Un Constitucional caducado
Santiago Abascal llegó a calificar aquella medida del Gobierno como “secuestro” de las Cortes y ahora el TC parece dispuesto a comprarle el discurso. ¿Cómo se puede retorcer tanto una decisión política que no tenía más finalidad que preservar la salud pública? Ya se sabe que en aquellos días trágicos el Caudillo de Bilbao era medio negacionista, como sus grandes aliados Donald Trump y Jair Bolsonaro. Conviene no olvidar que en medio del inmenso drama nacional (julio de 2020) el líder voxista llegó a decir desde la tribuna de oradores que el coronavirus era un invento de China para controlar el mundo, además de cargar contra los inmigrantes y anunciar su moción de censura contra Pedro Sánchez condenada de antemano al ridículo y al fracaso más estrepitoso.
Lamentablemente, el tiempo vino a confirmar que el virus no era ninguna broma como para ir jugando con ella, de modo que lo más sensato era suspender provisionalmente la actividad del Pleno, que no la actividad parlamentaria, que continuó por vía telemática. El país jamás cayó en el vacío de poder, ni mucho menos en una dictadura con la excusa de la pandemia, tal como sugiere Abascal, y todo aquel diputado que quiso impulsar una iniciativa política parlamentaria pudo hacerlo. Cada vez que a Sánchez le llegaba el momento de comparecer para solicitar las sucesivas prórrogas del estado de alarma, un grupo reducido de diputados en representación de los diferentes grupos políticos se reunía, siempre con mascarilla y guardando una mínima distancia de seguridad, y debatía el asunto. Las garantías constitucionales quedaron intactas en todo momento, sobre todo teniendo en cuenta que nos encontrábamos ante una situación excepcional que precisaba medidas excepcionales por puro sentido común (cada día perdían la vida unos cuantos cientos de personas víctimas del agente patógeno).

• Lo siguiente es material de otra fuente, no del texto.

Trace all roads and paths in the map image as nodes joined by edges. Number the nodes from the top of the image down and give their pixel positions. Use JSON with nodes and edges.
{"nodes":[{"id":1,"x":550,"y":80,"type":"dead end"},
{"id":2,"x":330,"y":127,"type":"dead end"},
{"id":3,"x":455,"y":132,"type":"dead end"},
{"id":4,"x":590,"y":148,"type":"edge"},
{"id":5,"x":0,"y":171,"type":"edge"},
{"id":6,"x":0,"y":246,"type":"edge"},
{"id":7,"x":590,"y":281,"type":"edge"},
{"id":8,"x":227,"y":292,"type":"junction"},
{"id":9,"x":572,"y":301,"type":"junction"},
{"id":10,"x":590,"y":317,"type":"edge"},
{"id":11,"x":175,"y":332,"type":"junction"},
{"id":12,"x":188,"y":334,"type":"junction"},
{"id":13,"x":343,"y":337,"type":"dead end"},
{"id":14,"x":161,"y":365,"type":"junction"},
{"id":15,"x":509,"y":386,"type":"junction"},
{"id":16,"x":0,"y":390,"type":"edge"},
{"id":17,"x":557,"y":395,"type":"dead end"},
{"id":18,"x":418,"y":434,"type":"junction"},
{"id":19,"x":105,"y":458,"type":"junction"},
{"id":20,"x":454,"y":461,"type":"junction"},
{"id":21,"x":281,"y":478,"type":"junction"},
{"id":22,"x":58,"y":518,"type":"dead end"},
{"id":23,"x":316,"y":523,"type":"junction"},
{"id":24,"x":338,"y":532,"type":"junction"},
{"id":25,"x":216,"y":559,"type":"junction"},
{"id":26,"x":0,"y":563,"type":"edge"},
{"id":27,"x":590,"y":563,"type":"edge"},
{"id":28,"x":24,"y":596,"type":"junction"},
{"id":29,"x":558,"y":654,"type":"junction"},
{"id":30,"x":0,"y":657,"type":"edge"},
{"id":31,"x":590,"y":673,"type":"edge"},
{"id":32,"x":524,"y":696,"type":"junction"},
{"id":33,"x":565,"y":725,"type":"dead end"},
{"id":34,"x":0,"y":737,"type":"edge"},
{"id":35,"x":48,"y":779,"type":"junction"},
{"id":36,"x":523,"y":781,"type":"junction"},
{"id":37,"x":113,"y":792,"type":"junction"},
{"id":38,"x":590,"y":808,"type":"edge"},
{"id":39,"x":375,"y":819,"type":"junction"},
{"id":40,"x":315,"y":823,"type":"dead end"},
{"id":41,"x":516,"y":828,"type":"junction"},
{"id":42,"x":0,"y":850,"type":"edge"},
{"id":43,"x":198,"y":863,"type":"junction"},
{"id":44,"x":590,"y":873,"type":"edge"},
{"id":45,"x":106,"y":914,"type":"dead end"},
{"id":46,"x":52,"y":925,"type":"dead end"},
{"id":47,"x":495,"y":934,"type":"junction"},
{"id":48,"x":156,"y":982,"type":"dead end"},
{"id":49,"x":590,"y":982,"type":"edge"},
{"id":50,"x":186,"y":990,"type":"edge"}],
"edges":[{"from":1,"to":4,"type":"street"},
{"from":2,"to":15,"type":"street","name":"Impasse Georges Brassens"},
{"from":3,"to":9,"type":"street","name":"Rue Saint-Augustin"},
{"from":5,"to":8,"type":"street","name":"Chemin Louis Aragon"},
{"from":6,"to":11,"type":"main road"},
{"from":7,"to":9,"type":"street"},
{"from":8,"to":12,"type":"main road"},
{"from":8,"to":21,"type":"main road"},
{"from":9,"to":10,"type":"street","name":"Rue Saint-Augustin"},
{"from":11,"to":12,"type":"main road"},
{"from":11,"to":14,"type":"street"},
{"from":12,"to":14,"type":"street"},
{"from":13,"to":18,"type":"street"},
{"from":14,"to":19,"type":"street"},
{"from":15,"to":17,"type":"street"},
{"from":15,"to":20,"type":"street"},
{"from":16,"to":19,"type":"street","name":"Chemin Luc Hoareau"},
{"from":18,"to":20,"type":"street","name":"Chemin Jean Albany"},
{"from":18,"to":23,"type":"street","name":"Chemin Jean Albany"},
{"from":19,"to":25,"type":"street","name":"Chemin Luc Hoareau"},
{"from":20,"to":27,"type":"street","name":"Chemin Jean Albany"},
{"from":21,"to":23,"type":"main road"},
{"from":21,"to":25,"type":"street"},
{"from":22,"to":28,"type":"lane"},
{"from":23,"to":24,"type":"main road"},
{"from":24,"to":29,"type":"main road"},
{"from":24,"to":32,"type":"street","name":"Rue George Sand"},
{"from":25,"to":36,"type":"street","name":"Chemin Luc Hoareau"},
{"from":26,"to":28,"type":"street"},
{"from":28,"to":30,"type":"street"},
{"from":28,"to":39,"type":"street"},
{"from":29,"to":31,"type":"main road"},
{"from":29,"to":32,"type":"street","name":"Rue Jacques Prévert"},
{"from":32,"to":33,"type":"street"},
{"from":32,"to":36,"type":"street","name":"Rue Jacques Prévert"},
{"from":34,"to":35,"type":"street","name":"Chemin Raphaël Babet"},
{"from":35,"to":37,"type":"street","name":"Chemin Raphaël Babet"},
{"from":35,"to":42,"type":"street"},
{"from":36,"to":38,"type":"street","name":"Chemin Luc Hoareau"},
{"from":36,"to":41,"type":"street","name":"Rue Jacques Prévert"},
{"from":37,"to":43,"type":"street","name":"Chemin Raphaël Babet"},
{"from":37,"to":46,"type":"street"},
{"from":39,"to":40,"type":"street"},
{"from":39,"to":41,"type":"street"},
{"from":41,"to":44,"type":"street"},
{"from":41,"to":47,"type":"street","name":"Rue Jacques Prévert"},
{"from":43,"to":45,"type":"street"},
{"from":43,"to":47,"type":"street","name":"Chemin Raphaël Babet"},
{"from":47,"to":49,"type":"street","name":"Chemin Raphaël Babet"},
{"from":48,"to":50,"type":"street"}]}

Habrá que ver en qué términos se redacta la sentencia y cuáles son sus fundamentos jurídicos, aunque ya tenemos antecedentes de resoluciones anteriores del Constitucional que cayeron en la tribuna de opinión, en los hechos novelados y en la interpretación política descarada más allá de los hechos puros y duros. En cualquier caso, cada vez cuesta más trabajo confiar en este TC rancio, caducado y escasamente profesional. O renuevan ya los cargos institucionales o van a terminar pegándose el escudo verde de Vox en la pechera de la toga. Alguno ya lo lleva por dentro y en secreto.